Lucia moved next to J. and hitched up her skirt. She moved aside her panties and J. placed his hand on the familiar spot. They continued as Lucia cooled, the liquid between her legs began to lose its turgidity and drip down her tights. This was a process they had to complete: like taking a shortcut through a weedy lot tramped down by the feet of a thousand people. But they had to stop: they heard Lucia’s mother open the kitchen door, so the girl adjusted her clothes. She stood for a moment above J. and looking down, frowned.
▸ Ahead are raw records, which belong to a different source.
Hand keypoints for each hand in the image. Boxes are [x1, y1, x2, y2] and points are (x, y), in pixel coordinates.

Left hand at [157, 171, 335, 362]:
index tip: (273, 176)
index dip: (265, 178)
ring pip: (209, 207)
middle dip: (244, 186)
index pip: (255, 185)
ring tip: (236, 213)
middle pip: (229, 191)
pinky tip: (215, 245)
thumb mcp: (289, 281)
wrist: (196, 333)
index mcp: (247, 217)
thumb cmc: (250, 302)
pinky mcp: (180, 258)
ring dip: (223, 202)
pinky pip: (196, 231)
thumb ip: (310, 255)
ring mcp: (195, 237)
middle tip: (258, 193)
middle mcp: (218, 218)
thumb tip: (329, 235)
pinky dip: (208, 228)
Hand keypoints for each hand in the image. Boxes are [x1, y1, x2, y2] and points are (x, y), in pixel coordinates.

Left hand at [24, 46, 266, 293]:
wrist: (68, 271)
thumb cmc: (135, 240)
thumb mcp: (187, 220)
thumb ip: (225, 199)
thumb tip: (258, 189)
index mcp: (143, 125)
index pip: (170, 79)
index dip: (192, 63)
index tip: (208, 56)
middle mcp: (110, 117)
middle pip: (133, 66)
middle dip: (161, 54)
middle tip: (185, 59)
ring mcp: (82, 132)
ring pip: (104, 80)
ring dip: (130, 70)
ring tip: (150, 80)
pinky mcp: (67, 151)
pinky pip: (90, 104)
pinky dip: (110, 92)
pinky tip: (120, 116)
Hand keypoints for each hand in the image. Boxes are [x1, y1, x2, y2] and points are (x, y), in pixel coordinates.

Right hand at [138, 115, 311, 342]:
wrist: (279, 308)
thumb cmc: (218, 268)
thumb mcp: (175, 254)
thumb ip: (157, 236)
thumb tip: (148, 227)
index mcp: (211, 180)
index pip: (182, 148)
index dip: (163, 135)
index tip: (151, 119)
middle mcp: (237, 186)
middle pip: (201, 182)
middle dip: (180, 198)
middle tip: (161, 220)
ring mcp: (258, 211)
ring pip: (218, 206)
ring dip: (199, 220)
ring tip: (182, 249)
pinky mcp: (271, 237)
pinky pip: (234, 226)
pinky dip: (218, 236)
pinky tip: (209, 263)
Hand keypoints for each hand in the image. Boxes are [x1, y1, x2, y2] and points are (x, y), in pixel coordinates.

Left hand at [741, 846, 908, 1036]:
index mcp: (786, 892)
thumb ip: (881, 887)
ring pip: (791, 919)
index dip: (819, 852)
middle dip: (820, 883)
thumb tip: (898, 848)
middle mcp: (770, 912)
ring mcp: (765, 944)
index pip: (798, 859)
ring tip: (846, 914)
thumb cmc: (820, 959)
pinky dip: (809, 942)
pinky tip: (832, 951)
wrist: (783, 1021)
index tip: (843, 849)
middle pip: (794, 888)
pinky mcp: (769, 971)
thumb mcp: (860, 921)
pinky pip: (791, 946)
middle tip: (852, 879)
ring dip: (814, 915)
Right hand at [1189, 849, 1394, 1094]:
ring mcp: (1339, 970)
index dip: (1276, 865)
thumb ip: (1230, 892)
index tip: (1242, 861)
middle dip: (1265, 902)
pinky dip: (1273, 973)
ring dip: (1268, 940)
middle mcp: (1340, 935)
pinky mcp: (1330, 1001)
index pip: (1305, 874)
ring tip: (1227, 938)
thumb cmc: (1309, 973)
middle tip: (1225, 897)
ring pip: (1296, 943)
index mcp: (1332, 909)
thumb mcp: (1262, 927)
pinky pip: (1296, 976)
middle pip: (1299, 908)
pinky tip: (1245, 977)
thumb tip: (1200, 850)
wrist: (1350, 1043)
“Why was the arm in the toilet?” J. asked again, resuming their conversation.
“It came out of Mama,” Lucia explained lithely.
“Why?” J. pressed.
“Shit,” Lucia answered, having moved back to arranging the dolls. “What a supremely shitty job.” And then: “Why?” she grimaced. “Because the baby was in her wrong. It came out in parts and pieces but the first part that came out was the arm in the toilet upstairs and the rest at the hospital.”